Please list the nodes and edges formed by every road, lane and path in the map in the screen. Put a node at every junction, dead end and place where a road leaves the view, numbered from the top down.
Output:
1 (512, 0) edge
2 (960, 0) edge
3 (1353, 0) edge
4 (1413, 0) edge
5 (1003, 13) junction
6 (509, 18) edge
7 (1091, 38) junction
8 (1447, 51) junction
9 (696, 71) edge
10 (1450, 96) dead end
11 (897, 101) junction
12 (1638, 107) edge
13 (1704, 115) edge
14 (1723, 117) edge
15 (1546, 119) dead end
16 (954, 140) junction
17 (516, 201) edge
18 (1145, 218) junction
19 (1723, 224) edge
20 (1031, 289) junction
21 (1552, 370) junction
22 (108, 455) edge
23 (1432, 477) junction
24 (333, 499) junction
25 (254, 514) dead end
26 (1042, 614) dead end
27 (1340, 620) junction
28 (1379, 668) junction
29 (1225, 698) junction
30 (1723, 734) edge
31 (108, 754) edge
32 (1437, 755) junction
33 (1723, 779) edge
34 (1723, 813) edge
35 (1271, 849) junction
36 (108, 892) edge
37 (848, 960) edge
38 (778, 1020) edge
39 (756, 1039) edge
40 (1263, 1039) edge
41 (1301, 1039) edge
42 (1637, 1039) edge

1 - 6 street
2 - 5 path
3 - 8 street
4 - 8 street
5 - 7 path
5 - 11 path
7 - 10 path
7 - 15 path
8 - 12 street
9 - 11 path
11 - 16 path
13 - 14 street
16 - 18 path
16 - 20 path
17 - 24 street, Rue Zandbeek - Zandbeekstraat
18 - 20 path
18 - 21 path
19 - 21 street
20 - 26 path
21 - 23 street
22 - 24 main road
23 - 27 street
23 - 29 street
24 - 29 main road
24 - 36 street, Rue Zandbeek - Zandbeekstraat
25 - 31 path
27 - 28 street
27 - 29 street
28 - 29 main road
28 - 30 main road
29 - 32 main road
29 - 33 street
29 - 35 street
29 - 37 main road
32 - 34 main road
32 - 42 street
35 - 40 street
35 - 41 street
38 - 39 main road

------------------------------------------------------------

Task directions
All the entries should be written out again precisely.

Solution
Please list the nodes and edges formed by every road, lane and path in the map in the screen. Put a node at every junction, dead end and place where a road leaves the view, numbered from the top down.
Output:
1 (512, 0) edge
2 (960, 0) edge
3 (1353, 0) edge
4 (1413, 0) edge
5 (1003, 13) junction
6 (509, 18) edge
7 (1091, 38) junction
8 (1447, 51) junction
9 (696, 71) edge
10 (1450, 96) dead end
11 (897, 101) junction
12 (1638, 107) edge
13 (1704, 115) edge
14 (1723, 117) edge
15 (1546, 119) dead end
16 (954, 140) junction
17 (516, 201) edge
18 (1145, 218) junction
19 (1723, 224) edge
20 (1031, 289) junction
21 (1552, 370) junction
22 (108, 455) edge
23 (1432, 477) junction
24 (333, 499) junction
25 (254, 514) dead end
26 (1042, 614) dead end
27 (1340, 620) junction
28 (1379, 668) junction
29 (1225, 698) junction
30 (1723, 734) edge
31 (108, 754) edge
32 (1437, 755) junction
33 (1723, 779) edge
34 (1723, 813) edge
35 (1271, 849) junction
36 (108, 892) edge
37 (848, 960) edge
38 (778, 1020) edge
39 (756, 1039) edge
40 (1263, 1039) edge
41 (1301, 1039) edge
42 (1637, 1039) edge

1 - 6 street
2 - 5 path
3 - 8 street
4 - 8 street
5 - 7 path
5 - 11 path
7 - 10 path
7 - 15 path
8 - 12 street
9 - 11 path
11 - 16 path
13 - 14 street
16 - 18 path
16 - 20 path
17 - 24 street, Rue Zandbeek - Zandbeekstraat
18 - 20 path
18 - 21 path
19 - 21 street
20 - 26 path
21 - 23 street
22 - 24 main road
23 - 27 street
23 - 29 street
24 - 29 main road
24 - 36 street, Rue Zandbeek - Zandbeekstraat
25 - 31 path
27 - 28 street
27 - 29 street
28 - 29 main road
28 - 30 main road
29 - 32 main road
29 - 33 street
29 - 35 street
29 - 37 main road
32 - 34 main road
32 - 42 street
35 - 40 street
35 - 41 street
38 - 39 main road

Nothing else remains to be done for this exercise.